Woman who developed eye problems after LASIK surgery has action against clinic dismissed for being time barred

Woman who developed eye problems after LASIK surgery has action against clinic dismissed for being time barred

A Glasgow sheriff has dismissed a claim against an eye clinic and the executor nominate of one of its opticians by a patient who developed significant eye problems following LASIK surgery after finding that she had failed to take steps to contact them in 2009 when she first reported problems with her vision requiring her to wear glasses.

Joanna Cox raised a claim against Optimax Clinics Ltd and Dr Asif Anwar in relation to alleged negligence during LASIK procedures carried out between August 2002 and August 2004. The action was raised in 2015 but was sisted for several years, later proceeding to a preliminary proof on the issue of time bar. The second defender, Dr Adrian Berry, who carried out the first two procedures, never entered process and was not represented.

The case was heard by Sheriff David Taylor at Glasgow Sheriff Court, with Allardice, advocate, appearing for the pursuer, Paterson KC for the first defender and Clair, advocate, for the third defender.

Reasonable diligence

In 2002, the pursuer suffered from myopia, and as a result underwent LASIK eye surgery at the first defender’s Glasgow clinic, carried out by the second defender Dr Berry on two occasions and by Dr Mohammed Ul-Haq, whose executor nominate appeared as the third defender, on a final occasion in August 2024. At some point prior to June 2009, the pursuer began wearing glasses, and in that month attended an appointment with an ophthalmologist, Dr Nabili, to discuss watering in her eyes.

Dr Nabili advised the pursuer to contact the first defender in relation to her disappointment that she still required to wear glasses after the surgery, but she did not do so. In April 2012, the pursuer also began to suffer from double vision and saw a consultant ophthalmic surgeon, Dr Mulvihill, about it the following month. Immediately after this consultation she contacted the first defender, but her position was that she did not find out there had been negligent treatment until 2015 when she received a draft expert medical report.

It was submitted for the pursuer that she had no knowledge of any injury prior to 2012. She believed that she had to wear glasses in 2009 due to natural deterioration of the vision in her right eye and did not suffer double vision until 2012. The notice period therefore ran until after June 2012 and as her action was raised in June 2015, it was not time barred.

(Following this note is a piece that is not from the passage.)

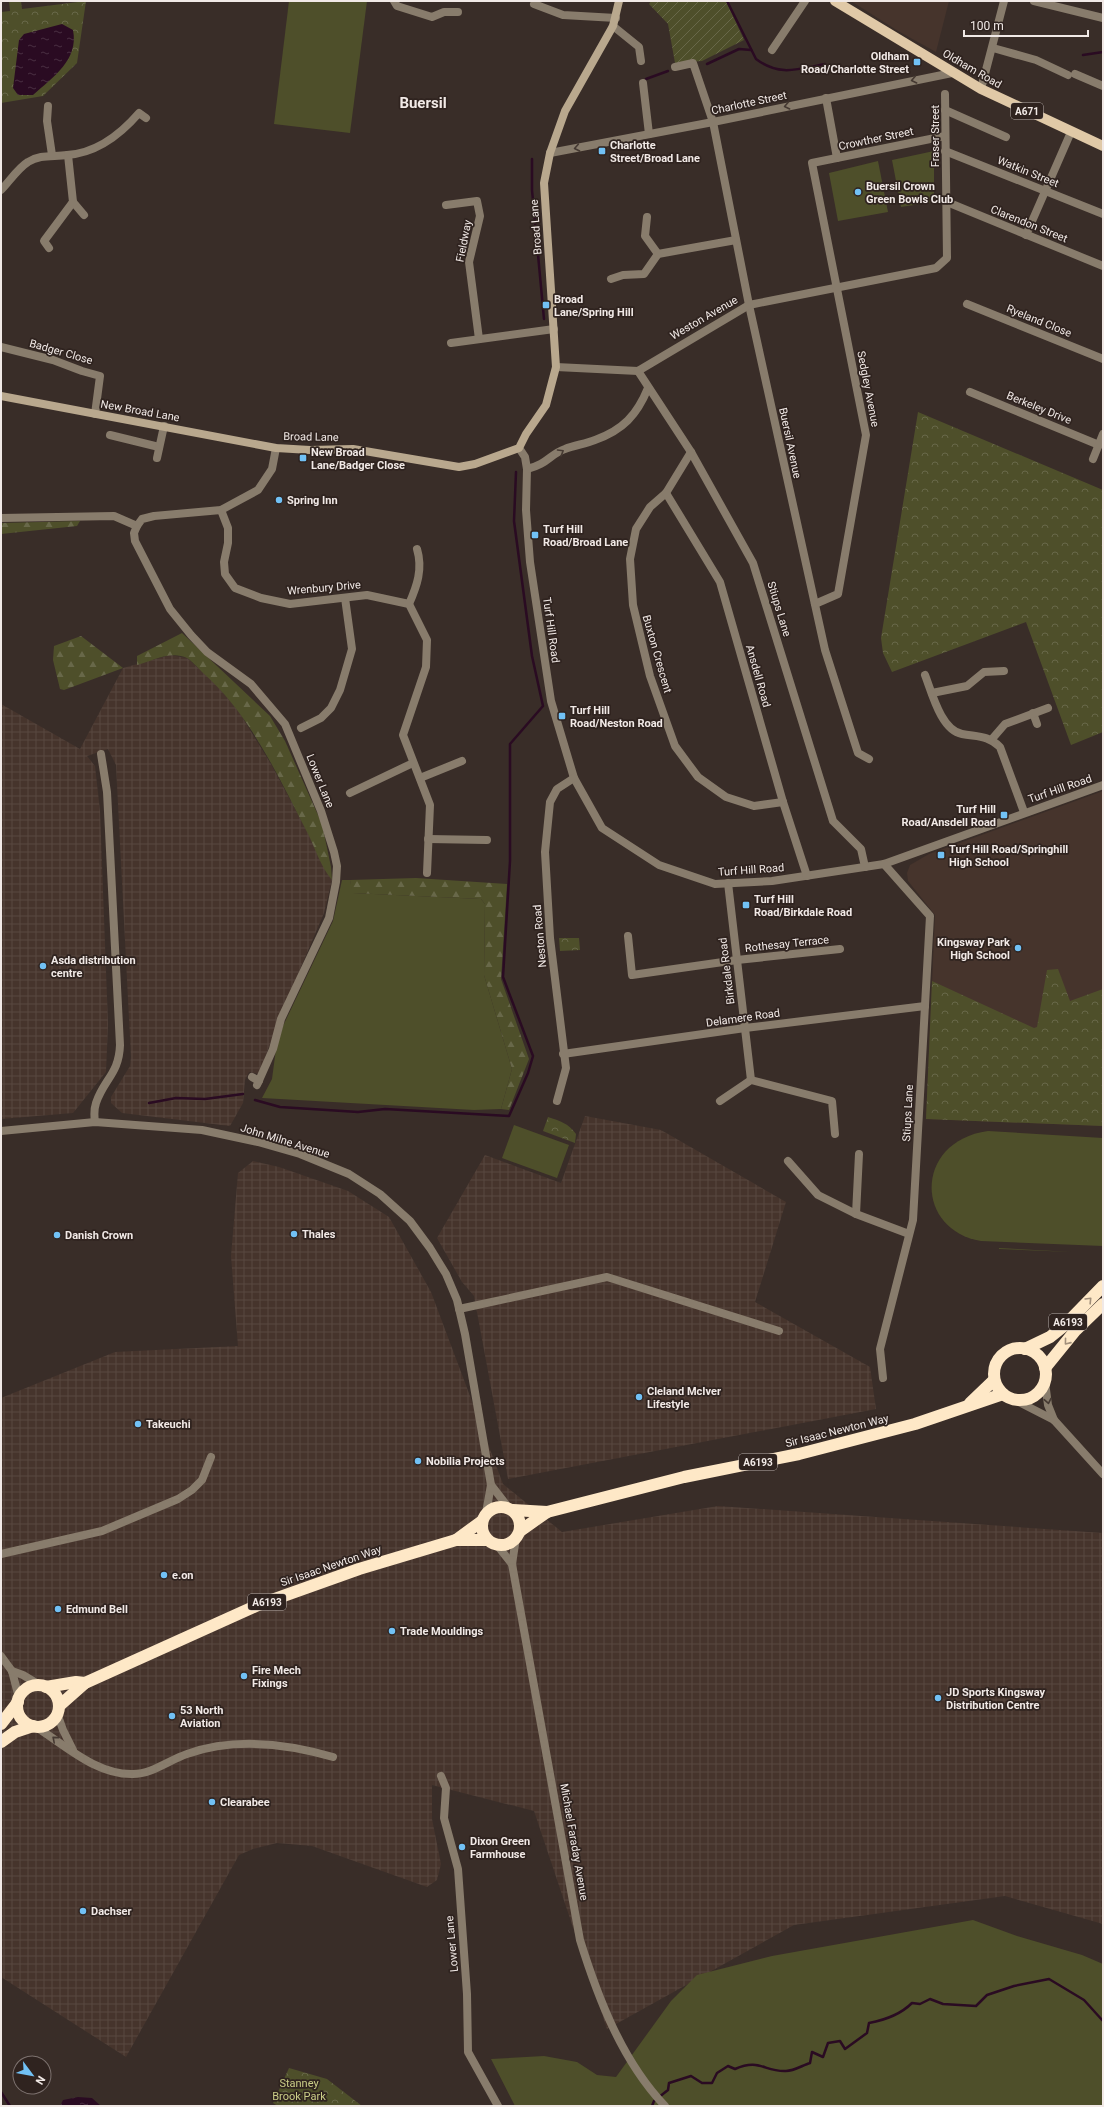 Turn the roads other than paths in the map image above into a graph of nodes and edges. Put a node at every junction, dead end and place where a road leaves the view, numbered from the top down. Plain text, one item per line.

The defenders submitted that the pursuer was sufficiently concerned about her eyes to consult with Dr Nabili in 2009 and did not follow his advice to contact the first defender at that time. She had not attempted to prove that she could not, with reasonable diligence, have been aware of her injuries prior to 26 June 2012 and on that basis the action should be dismissed. Even if this were not the case, the action was in any event time barred on the basis that the pursuer was aware of the statutory facts by, at the latest, 23 May 2012.

Very clear steer

In his decision, Sheriff Taylor said of the pursuer’s evidence of the events of 2009: “When she was asked about why she did not accept Dr Nabili’s advice to contact the first defender, she stated that she thought she had to wear glasses because of a natural deterioration in her eyesight which she described as a minor problem. I found this evidence difficult to follow. It was at odds with her earlier evidence about why she underwent surgery in the first place. Also, it did not fit with the terms of Dr Nabili’s letter which referred to her disappointment at having to wear glasses despite the previous LASIK eye surgery. It is much more likely that one of the reasons why the pursuer consulted with Dr Nabili was because she thought that her LASIK surgery should have removed the need for her to wear glasses.”

He added: “She was given a very clear steer from Dr Nabili that she should discuss the reason why she had to wear glasses with the first defender. She did not take this step. Contacting the first defender was a reasonably practicable step which she could have taken to investigate matters further. It follows that the pursuer has failed to aver and prove that she was not aware and that it would not have been reasonably practicable for her to become aware of the statutory facts before a date less than 3 years prior to the commencement of the action on 26 June 2012.”

Considering the defenders’ esto position on the pursuer’s awareness, Sheriff Taylor said: “By the time the pursuer consulted with Dr Mulvihill she had been suffering from double vision for approximately 5 weeks. She was upset and worried about her condition. The speed with which she acted following the development of her double vision is a clear indication of how serious she regarded her symptoms. She arranged to be privately referred to Dr Mulvihill because she did not want to wait for NHS treatment. On any view the pursuer was aware that her injuries were sufficiently serious to justify bringing an action of damages by the time she consulted with Dr Mulvihill on 23 May 2012.”

He concluded: “There is compelling evidence from a number of sources that the pursuer was aware of the statutory facts by 23 May 2012. Accordingly, I accept the defenders’ alternative submission. It follows that the action falls to be dismissed on that basis too. To give effect to my decision I shall repel the pleas-in-law for the pursuer, sustain the first plea-in-law for the first and third defenders and dismiss the action in so far as directed against the first and third defenders.”

The action therefore remained extant insofar as directed against the second defender only.